Flexport is a technology-enabled global freight forwarding and supply chain management platform founded in 2013 by Ryan Petersen in San Francisco, California. Operating as a private company with backing from investors including Andreessen Horowitz, Founders Fund, and SoftBank, Flexport generated approximately $2.1 billion in revenues in FY2023, serving thousands of importers and exporters with ocean freight, air freight, customs brokerage, and trade financing services. The company's founding thesis—digitizing the paper-intensive, opaque freight forwarding industry with real-time visibility, data analytics, and API integration—positioned Flexport as a technology disruptor against traditional freight forwarders including Kuehne+Nagel, DB Schenker, and C.H. Robinson.
Amazon.com's parcel delivery operation; 6.3B US deliveries in 2024 (28.2% market share), surpassed UPS and FedEx individually, rivals USPS, same-day Prime delivery, DSP program competing with UPS and FedEx.
Amazon Logistics is the package delivery and last-mile distribution operation of Amazon.com, Inc. (NASDAQ: AMZN) — built from 2014 to the present as an internal logistics capability that has grown into a full-scale competitive parcel delivery network now rivaling the established carriers it was designed to supplement. In 2024, Amazon Logistics processed 6.3 billion US delivery orders — representing 28.2% of all US package shipments and 6.78% year-over-year volume growth — establishing Amazon as the second-largest US parcel carrier by volume, trailing only USPS (31% market share) and surpassing UPS and FedEx individually. Amazon Logistics operates through a tiered infrastructure: Amazon Air (40+ cargo aircraft delivering packages between sort centers overnight), Regional Sort Centers (high-throughput sortation facilities distributing packages to delivery stations), Delivery Stations (last-mile facilities where packages are loaded into vans for neighborhood delivery), and Delivery Service Partner (DSP) program (100,000+ independent contractors operating branded Amazon delivery vans under franchise-like agreements).

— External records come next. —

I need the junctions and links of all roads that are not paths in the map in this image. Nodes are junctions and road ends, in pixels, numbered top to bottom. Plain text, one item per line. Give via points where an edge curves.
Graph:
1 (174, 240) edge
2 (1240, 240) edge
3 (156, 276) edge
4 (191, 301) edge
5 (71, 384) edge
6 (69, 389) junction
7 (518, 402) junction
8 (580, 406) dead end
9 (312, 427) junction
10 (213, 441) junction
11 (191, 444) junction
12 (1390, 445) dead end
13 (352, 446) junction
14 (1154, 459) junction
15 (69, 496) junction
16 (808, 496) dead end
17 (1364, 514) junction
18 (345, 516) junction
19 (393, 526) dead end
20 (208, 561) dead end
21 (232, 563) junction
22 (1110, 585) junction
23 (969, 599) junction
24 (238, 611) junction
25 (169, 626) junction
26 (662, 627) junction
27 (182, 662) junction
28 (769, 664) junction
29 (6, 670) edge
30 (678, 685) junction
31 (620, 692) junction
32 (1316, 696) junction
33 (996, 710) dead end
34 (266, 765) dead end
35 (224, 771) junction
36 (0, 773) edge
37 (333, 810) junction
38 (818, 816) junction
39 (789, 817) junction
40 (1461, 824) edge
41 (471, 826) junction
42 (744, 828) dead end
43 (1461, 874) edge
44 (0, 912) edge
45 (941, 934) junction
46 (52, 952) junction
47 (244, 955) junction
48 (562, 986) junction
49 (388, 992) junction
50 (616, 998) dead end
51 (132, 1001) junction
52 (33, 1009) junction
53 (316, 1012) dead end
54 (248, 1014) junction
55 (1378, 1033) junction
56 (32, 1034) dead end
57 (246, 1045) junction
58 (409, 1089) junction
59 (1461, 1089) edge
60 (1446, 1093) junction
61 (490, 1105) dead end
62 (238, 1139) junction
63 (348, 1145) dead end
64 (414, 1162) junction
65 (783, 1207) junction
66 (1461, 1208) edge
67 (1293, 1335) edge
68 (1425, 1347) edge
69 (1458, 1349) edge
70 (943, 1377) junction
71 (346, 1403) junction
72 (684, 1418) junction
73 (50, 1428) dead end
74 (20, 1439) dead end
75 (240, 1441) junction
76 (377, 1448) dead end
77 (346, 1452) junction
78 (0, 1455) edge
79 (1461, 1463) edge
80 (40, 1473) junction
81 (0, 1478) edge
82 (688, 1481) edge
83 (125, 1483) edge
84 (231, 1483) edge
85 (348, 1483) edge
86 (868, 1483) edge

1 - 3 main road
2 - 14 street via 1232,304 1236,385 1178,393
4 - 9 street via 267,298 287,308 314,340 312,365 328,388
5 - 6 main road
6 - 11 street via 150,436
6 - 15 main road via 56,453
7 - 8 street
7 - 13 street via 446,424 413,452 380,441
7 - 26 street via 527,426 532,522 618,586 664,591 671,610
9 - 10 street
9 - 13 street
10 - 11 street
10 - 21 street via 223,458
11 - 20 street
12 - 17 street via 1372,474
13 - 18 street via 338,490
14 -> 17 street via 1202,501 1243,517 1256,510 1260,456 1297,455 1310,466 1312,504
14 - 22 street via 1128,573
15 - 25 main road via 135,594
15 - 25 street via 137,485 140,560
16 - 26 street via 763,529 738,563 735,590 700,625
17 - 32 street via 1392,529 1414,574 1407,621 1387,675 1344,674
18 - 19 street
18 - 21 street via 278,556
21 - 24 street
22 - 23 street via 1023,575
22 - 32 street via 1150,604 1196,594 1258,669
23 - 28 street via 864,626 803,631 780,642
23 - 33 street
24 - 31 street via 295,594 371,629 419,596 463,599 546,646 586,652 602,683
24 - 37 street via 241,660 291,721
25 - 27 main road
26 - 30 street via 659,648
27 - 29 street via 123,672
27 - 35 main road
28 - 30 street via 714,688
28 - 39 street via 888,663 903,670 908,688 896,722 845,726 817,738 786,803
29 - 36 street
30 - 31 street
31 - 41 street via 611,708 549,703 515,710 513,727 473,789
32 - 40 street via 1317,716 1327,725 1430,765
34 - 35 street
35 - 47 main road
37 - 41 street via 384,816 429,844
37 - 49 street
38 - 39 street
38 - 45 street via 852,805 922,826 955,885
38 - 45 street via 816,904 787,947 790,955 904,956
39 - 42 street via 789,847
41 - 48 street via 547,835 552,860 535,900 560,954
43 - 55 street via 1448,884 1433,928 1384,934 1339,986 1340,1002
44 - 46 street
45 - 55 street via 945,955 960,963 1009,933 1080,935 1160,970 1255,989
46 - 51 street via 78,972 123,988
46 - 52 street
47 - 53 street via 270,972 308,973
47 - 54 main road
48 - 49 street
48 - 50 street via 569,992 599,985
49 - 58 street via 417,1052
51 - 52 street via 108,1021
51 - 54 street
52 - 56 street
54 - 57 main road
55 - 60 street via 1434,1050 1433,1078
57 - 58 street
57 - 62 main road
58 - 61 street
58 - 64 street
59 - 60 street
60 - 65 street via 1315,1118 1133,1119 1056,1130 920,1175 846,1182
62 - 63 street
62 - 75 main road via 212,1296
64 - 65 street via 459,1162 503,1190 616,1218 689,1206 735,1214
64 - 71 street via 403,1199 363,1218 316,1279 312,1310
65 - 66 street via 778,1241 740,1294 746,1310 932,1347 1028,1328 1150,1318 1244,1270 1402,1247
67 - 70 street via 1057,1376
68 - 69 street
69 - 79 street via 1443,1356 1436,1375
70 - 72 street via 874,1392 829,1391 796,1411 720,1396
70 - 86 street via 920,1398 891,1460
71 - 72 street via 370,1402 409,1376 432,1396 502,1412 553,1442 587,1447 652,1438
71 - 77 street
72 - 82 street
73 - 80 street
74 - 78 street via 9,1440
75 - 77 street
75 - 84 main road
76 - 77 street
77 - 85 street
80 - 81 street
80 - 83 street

Amazon also operates its Flex program (individual gig drivers delivering packages in personal vehicles), drone delivery (Prime Air, authorized in limited markets), and Amazon Hub Locker (self-service package pickup locations). The Amazon Logistics network is designed around same-day and next-day delivery promises that differentiate Amazon Prime from competitor e-commerce experiences.